Assignment:
In the records that follow, show each line where the word "Parkveien" is present.

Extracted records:
+ + + + + + +
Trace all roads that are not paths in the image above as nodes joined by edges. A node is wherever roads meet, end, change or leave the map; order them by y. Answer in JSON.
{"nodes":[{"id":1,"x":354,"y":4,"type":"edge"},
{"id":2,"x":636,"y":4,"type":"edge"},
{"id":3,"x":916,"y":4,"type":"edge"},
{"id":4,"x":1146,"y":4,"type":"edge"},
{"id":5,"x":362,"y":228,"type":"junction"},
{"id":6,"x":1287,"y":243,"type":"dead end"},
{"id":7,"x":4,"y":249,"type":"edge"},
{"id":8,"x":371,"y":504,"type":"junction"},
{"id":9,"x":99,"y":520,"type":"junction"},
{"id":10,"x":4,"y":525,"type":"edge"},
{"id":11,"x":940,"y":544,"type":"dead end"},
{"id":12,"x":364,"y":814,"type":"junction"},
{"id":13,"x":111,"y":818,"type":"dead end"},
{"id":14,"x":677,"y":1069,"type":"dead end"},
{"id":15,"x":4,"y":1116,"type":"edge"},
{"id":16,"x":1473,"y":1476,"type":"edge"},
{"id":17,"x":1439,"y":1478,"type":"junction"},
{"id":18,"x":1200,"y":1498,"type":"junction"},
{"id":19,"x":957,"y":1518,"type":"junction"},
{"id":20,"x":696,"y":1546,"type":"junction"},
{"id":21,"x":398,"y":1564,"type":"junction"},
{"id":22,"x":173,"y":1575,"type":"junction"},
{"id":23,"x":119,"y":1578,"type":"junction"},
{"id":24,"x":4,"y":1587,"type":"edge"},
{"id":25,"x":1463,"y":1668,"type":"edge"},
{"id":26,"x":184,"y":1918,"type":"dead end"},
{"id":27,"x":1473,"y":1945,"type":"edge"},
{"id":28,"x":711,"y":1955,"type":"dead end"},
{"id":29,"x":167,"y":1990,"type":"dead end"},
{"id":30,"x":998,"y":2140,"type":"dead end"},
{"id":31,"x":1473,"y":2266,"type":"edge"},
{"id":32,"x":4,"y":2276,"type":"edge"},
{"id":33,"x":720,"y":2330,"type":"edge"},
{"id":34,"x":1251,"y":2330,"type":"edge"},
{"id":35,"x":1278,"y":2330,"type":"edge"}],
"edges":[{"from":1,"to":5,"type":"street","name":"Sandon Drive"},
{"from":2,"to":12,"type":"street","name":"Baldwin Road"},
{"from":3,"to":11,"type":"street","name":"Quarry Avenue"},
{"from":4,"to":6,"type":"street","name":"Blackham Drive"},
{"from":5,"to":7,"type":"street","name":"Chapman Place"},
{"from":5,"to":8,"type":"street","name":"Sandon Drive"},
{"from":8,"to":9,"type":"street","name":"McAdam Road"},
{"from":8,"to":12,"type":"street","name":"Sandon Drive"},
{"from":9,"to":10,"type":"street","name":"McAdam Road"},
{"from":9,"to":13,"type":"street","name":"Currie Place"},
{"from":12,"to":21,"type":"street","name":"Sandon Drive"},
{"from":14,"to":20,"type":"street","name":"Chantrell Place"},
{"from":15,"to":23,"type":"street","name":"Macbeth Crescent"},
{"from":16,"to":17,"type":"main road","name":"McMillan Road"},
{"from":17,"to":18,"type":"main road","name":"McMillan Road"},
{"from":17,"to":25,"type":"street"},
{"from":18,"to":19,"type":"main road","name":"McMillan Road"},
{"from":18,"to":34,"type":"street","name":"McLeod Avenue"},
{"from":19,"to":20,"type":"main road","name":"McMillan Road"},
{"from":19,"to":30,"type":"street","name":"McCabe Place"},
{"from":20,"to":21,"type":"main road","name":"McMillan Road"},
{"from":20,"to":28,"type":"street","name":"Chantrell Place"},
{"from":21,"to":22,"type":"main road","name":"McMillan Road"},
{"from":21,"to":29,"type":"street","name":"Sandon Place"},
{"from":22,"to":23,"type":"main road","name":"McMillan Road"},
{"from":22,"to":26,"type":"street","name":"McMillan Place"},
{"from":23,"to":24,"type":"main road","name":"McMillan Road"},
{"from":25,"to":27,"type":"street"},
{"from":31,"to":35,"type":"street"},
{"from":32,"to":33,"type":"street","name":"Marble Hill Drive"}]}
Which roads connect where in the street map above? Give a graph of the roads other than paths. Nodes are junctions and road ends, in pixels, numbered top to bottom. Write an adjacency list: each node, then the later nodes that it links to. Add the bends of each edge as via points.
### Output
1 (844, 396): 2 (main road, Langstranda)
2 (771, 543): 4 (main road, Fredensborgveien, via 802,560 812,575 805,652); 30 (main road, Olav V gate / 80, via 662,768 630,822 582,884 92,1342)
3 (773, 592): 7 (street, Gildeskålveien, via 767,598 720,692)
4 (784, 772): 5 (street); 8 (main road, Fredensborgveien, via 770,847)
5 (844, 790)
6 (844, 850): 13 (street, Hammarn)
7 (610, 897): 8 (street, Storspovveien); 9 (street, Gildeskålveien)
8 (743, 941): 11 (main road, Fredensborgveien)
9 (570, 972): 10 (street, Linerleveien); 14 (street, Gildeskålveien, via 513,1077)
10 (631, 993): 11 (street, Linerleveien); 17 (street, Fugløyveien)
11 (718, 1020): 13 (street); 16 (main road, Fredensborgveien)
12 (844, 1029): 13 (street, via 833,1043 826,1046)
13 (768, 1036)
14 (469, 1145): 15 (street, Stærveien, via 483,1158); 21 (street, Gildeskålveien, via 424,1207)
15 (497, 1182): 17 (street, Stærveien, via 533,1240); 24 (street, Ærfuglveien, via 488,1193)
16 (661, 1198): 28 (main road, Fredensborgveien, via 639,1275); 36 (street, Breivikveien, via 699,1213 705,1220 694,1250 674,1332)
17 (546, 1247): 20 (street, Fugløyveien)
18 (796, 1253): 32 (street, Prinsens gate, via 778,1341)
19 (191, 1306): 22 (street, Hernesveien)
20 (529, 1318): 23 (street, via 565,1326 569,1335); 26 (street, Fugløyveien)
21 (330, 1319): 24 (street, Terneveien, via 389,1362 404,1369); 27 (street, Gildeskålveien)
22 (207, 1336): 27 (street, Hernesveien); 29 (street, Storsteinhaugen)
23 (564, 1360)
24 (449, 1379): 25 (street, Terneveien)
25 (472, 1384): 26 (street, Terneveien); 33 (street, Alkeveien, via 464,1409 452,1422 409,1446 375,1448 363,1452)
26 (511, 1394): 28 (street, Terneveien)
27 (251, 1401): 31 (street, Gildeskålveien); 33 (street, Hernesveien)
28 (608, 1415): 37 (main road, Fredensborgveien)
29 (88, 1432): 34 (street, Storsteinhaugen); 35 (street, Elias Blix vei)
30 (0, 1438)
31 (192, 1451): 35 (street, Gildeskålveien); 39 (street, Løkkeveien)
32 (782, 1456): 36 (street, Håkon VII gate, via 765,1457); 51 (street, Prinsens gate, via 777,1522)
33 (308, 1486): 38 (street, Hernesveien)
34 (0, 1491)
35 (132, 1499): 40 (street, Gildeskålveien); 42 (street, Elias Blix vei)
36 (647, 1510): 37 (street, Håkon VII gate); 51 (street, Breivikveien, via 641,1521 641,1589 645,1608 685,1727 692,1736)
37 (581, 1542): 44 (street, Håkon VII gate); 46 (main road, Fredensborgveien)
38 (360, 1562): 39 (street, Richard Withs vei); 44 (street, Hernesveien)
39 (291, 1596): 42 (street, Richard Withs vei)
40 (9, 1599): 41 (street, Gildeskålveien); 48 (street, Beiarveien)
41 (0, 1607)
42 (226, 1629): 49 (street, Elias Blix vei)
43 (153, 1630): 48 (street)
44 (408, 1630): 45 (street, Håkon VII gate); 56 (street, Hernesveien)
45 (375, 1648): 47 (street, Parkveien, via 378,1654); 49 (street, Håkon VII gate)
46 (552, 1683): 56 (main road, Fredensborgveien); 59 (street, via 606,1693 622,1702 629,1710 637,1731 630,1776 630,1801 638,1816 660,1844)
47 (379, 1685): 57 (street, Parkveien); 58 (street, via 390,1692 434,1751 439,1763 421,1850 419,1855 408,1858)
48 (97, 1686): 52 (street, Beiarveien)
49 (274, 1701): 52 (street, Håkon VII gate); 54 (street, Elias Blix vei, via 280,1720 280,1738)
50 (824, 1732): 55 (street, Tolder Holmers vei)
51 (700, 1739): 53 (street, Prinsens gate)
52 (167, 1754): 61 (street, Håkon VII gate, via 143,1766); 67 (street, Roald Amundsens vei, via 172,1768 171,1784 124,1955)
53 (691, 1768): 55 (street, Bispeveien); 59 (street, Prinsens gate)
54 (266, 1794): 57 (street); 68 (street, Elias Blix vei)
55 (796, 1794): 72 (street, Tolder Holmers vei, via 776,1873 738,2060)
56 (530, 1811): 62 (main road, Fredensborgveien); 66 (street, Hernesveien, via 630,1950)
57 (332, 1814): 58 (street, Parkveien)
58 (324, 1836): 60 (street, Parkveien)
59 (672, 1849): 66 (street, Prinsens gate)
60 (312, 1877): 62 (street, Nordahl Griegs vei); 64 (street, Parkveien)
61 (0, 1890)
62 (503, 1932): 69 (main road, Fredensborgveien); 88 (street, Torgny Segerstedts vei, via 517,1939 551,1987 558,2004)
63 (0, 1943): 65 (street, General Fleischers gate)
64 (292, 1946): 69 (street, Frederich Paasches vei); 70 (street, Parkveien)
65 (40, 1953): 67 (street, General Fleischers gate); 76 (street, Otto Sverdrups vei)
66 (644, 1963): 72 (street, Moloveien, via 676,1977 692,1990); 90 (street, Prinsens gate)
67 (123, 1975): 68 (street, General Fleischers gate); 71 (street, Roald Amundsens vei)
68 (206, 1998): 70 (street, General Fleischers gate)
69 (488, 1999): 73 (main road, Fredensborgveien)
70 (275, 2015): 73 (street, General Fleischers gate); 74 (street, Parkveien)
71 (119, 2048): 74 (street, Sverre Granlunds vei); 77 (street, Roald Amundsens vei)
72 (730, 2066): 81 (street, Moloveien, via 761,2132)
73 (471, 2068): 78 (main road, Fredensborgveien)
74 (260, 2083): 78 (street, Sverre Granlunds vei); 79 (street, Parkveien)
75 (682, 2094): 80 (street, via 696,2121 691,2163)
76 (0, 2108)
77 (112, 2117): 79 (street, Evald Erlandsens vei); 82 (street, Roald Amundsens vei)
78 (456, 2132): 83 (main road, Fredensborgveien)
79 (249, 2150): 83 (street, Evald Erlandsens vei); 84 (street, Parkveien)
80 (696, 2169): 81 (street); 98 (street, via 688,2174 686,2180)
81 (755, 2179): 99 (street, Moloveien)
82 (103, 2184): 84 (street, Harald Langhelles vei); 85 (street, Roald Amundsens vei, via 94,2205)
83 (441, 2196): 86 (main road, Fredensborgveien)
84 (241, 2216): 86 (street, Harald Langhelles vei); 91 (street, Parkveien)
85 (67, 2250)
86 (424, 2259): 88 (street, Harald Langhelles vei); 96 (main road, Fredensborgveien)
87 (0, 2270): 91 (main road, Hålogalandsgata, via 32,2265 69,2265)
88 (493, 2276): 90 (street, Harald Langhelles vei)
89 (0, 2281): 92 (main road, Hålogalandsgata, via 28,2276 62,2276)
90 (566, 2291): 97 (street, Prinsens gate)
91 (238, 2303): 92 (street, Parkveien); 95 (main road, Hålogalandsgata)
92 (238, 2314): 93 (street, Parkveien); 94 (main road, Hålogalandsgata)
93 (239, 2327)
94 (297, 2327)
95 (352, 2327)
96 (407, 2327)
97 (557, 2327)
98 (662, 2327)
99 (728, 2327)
+ + + + + + +
Answer space:
45 (375, 1648): 47 (street, Parkveien, via 378,1654); 49 (street, Håkon VII gate)
47 (379, 1685): 57 (street, Parkveien); 58 (street, via 390,1692 434,1751 439,1763 421,1850 419,1855 408,1858)
57 (332, 1814): 58 (street, Parkveien)
58 (324, 1836): 60 (street, Parkveien)
60 (312, 1877): 62 (street, Nordahl Griegs vei); 64 (street, Parkveien)
64 (292, 1946): 69 (street, Frederich Paasches vei); 70 (street, Parkveien)
70 (275, 2015): 73 (street, General Fleischers gate); 74 (street, Parkveien)
74 (260, 2083): 78 (street, Sverre Granlunds vei); 79 (street, Parkveien)
79 (249, 2150): 83 (street, Evald Erlandsens vei); 84 (street, Parkveien)
84 (241, 2216): 86 (street, Harald Langhelles vei); 91 (street, Parkveien)
91 (238, 2303): 92 (street, Parkveien); 95 (main road, Hålogalandsgata)
92 (238, 2314): 93 (street, Parkveien); 94 (main road, Hålogalandsgata)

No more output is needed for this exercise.